• [TRY IT]:
Which of the lines in the data mention the string "dead"? List them all.
————
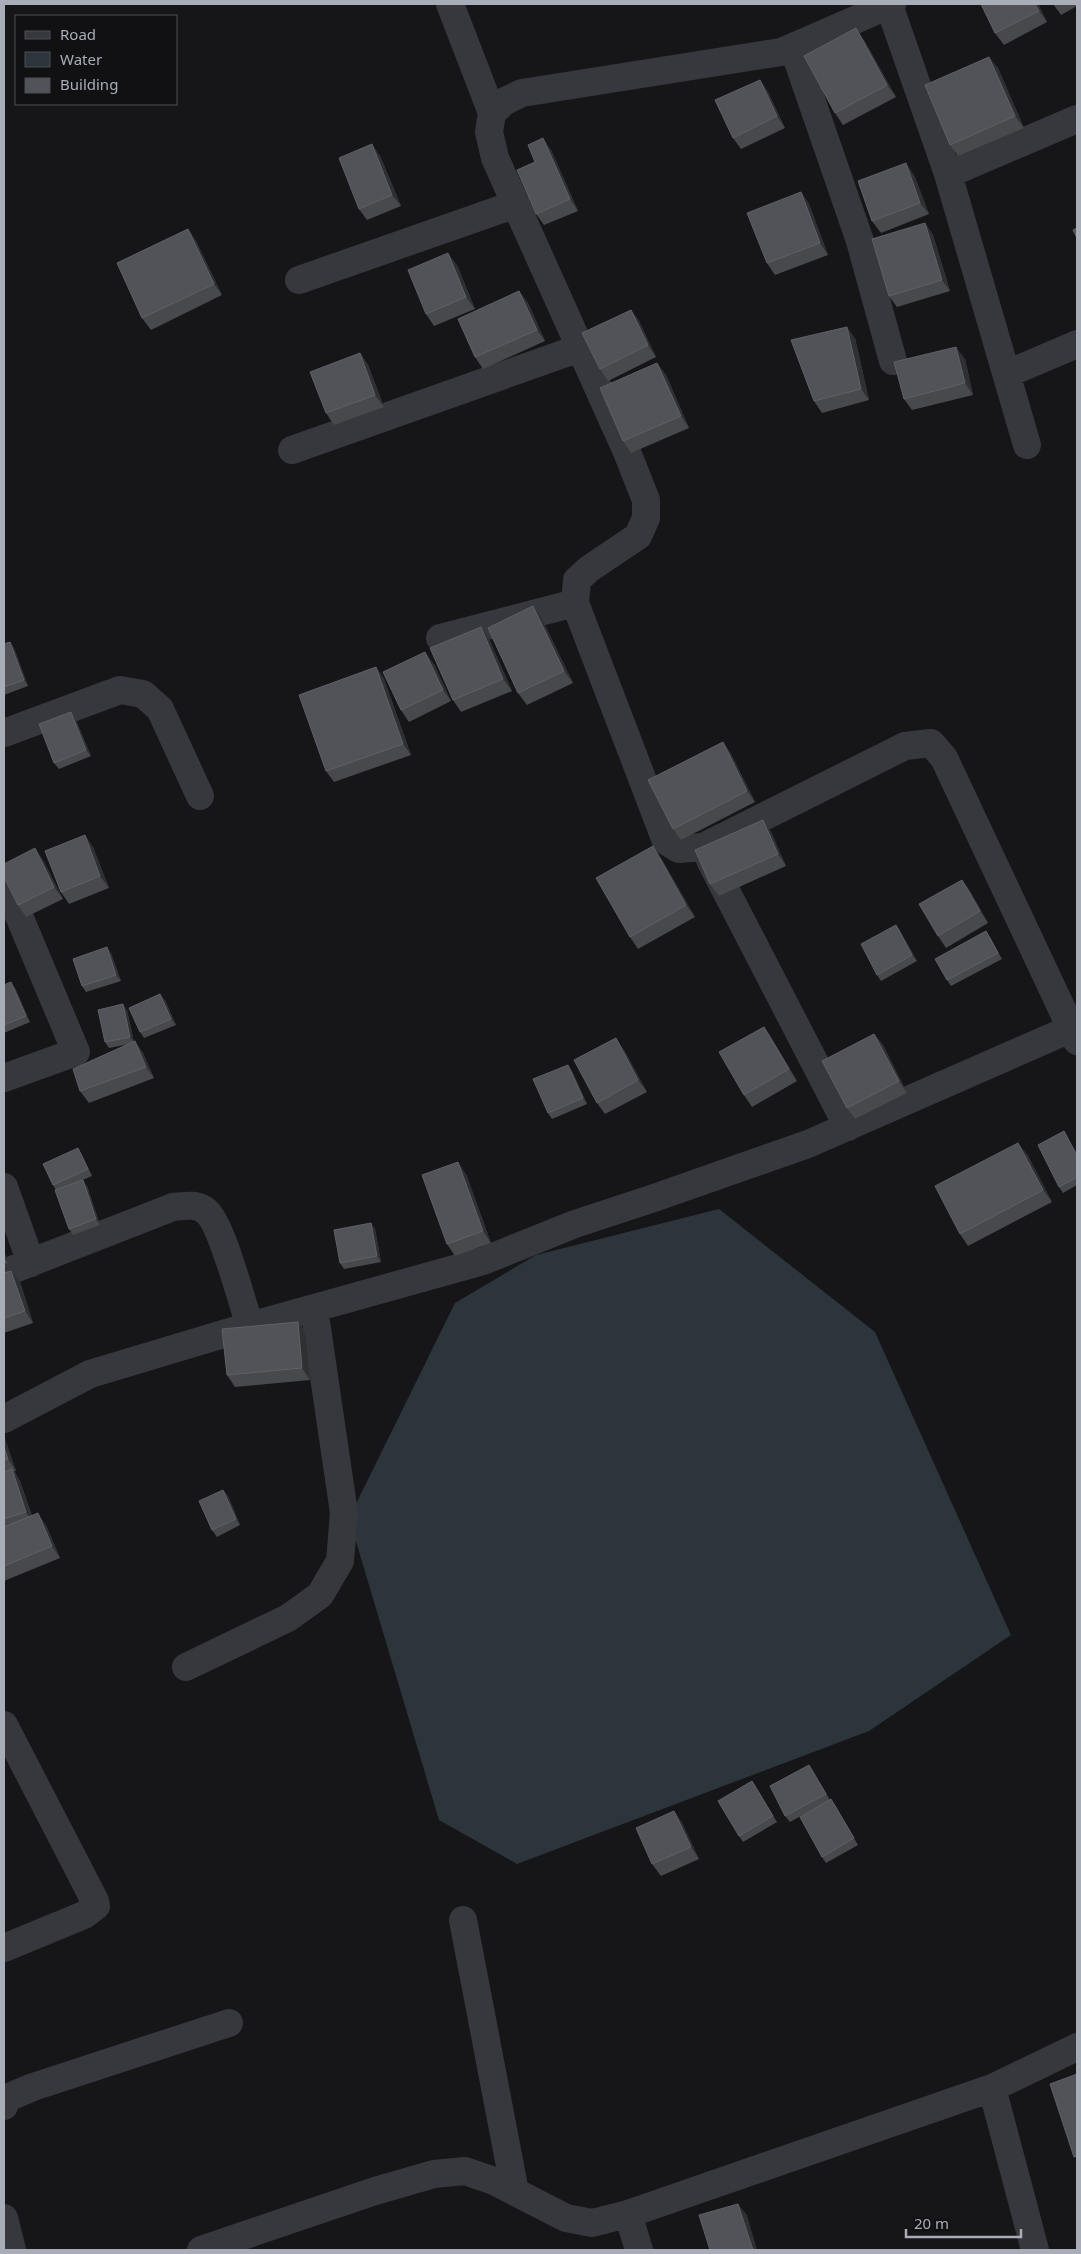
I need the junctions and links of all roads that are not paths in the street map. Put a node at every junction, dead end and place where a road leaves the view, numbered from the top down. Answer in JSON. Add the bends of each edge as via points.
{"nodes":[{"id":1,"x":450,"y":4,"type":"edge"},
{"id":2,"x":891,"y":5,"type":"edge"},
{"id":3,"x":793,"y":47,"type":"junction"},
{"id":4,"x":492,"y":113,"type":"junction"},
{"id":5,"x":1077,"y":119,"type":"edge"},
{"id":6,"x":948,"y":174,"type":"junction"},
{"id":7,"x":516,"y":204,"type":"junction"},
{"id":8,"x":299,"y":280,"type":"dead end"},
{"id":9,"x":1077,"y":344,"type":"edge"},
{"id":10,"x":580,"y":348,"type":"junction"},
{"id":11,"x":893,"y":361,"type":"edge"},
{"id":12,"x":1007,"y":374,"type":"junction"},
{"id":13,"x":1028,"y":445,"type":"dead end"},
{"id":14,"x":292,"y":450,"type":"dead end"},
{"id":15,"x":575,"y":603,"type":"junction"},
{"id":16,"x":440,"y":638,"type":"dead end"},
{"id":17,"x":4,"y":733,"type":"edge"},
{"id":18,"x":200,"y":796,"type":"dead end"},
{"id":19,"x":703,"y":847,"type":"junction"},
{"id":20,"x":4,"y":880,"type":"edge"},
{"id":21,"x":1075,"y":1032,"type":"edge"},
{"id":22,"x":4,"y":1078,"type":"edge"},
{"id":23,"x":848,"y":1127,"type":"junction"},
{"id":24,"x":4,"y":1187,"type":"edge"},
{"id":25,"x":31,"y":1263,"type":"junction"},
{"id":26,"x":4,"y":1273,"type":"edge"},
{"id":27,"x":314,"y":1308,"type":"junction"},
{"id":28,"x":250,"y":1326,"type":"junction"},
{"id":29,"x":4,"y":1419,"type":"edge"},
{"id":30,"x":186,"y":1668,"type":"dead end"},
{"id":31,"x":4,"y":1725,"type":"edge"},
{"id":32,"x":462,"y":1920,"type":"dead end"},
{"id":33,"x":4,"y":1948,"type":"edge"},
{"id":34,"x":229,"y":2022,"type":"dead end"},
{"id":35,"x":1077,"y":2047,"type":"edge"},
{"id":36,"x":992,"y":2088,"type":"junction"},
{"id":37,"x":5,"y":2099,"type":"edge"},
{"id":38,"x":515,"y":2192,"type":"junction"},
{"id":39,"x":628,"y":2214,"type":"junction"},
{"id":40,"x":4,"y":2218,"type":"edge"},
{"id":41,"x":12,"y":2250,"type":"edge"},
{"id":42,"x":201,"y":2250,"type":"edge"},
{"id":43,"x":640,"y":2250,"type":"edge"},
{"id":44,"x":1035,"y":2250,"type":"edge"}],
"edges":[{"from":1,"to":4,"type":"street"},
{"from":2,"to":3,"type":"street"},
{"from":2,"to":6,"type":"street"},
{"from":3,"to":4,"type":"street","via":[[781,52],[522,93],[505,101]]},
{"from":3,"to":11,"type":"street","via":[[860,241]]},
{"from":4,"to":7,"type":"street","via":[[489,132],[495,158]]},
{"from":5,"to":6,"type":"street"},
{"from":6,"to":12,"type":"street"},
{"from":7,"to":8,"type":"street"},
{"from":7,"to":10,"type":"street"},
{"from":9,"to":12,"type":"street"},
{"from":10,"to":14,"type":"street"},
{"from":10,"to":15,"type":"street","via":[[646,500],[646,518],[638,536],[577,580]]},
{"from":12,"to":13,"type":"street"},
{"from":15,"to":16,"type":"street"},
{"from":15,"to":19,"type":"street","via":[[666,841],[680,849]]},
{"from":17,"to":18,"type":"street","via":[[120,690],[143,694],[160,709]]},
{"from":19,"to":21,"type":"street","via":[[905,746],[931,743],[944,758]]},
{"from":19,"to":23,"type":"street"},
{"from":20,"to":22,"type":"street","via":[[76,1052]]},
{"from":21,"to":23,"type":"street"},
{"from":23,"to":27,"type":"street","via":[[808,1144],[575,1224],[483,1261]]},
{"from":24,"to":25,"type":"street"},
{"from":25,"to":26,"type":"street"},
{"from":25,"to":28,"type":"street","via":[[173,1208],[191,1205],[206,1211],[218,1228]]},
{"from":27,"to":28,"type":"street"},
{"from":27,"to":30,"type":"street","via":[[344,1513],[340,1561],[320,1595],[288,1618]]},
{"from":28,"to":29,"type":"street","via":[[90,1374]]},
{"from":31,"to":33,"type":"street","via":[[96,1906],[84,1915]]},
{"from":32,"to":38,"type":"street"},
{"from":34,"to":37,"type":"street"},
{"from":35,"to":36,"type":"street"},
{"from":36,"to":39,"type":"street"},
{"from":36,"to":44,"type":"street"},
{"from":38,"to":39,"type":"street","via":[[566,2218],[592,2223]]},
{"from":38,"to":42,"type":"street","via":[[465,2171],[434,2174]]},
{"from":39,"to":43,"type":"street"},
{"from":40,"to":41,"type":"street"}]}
————
• [RESULT FOR THIS TASK]:
I need the junctions and links of all roads that are not paths in the street map. Put a node at every junction, dead end and place where a road leaves the view, numbered from the top down. Answer in JSON. Add the bends of each edge as via points.
{"id":8,"x":299,"y":280,"type":"dead end"},
{"id":13,"x":1028,"y":445,"type":"dead end"},
{"id":14,"x":292,"y":450,"type":"dead end"},
{"id":16,"x":440,"y":638,"type":"dead end"},
{"id":18,"x":200,"y":796,"type":"dead end"},
{"id":30,"x":186,"y":1668,"type":"dead end"},
{"id":32,"x":462,"y":1920,"type":"dead end"},
{"id":34,"x":229,"y":2022,"type":"dead end"},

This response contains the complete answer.